Quote each record exactly, please, leaving none out.

■ ■ ■ ■ ■

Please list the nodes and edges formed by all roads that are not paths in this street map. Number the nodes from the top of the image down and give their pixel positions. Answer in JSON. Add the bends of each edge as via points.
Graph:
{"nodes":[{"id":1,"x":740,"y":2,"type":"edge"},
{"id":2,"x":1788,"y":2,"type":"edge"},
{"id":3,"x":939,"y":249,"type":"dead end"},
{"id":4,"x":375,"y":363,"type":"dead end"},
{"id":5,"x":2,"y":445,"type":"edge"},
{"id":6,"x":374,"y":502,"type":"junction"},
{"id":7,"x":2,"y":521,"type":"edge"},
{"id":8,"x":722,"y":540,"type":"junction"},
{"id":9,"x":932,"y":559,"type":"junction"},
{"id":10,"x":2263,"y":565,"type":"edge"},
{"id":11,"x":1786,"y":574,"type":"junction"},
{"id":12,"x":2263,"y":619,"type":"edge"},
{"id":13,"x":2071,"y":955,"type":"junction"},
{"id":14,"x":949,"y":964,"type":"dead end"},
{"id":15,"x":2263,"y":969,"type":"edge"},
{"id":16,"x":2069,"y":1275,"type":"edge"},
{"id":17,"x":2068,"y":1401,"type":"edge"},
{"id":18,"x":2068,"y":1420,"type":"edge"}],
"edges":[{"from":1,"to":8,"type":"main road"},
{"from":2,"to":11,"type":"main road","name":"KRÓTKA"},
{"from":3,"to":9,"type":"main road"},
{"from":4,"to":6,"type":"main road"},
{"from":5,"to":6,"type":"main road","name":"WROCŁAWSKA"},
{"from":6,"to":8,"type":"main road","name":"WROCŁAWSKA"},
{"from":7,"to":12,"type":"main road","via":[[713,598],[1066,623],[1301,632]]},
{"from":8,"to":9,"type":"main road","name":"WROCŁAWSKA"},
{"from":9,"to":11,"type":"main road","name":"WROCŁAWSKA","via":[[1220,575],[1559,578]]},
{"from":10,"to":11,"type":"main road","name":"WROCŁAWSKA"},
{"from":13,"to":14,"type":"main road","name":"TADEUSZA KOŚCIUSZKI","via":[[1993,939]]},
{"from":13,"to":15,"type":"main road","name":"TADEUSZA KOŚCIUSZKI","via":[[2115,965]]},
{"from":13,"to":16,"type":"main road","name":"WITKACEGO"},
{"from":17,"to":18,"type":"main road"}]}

■ ■ ■ ■ ■

* _Answer section_:
Please list the nodes and edges formed by all roads that are not paths in this street map. Number the nodes from the top of the image down and give their pixel positions. Answer in JSON. Add the bends of each edge as via points.
Graph:
{"nodes":[{"id":1,"x":740,"y":2,"type":"edge"},
{"id":2,"x":1788,"y":2,"type":"edge"},
{"id":3,"x":939,"y":249,"type":"dead end"},
{"id":4,"x":375,"y":363,"type":"dead end"},
{"id":5,"x":2,"y":445,"type":"edge"},
{"id":6,"x":374,"y":502,"type":"junction"},
{"id":7,"x":2,"y":521,"type":"edge"},
{"id":8,"x":722,"y":540,"type":"junction"},
{"id":9,"x":932,"y":559,"type":"junction"},
{"id":10,"x":2263,"y":565,"type":"edge"},
{"id":11,"x":1786,"y":574,"type":"junction"},
{"id":12,"x":2263,"y":619,"type":"edge"},
{"id":13,"x":2071,"y":955,"type":"junction"},
{"id":14,"x":949,"y":964,"type":"dead end"},
{"id":15,"x":2263,"y":969,"type":"edge"},
{"id":16,"x":2069,"y":1275,"type":"edge"},
{"id":17,"x":2068,"y":1401,"type":"edge"},
{"id":18,"x":2068,"y":1420,"type":"edge"}],
"edges":[{"from":1,"to":8,"type":"main road"},
{"from":2,"to":11,"type":"main road","name":"KRÓTKA"},
{"from":3,"to":9,"type":"main road"},
{"from":4,"to":6,"type":"main road"},
{"from":5,"to":6,"type":"main road","name":"WROCŁAWSKA"},
{"from":6,"to":8,"type":"main road","name":"WROCŁAWSKA"},
{"from":7,"to":12,"type":"main road","via":[[713,598],[1066,623],[1301,632]]},
{"from":8,"to":9,"type":"main road","name":"WROCŁAWSKA"},
{"from":9,"to":11,"type":"main road","name":"WROCŁAWSKA","via":[[1220,575],[1559,578]]},
{"from":10,"to":11,"type":"main road","name":"WROCŁAWSKA"},
{"from":13,"to":14,"type":"main road","name":"TADEUSZA KOŚCIUSZKI","via":[[1993,939]]},
{"from":13,"to":15,"type":"main road","name":"TADEUSZA KOŚCIUSZKI","via":[[2115,965]]},
{"from":13,"to":16,"type":"main road","name":"WITKACEGO"},
{"from":17,"to":18,"type":"main road"}]}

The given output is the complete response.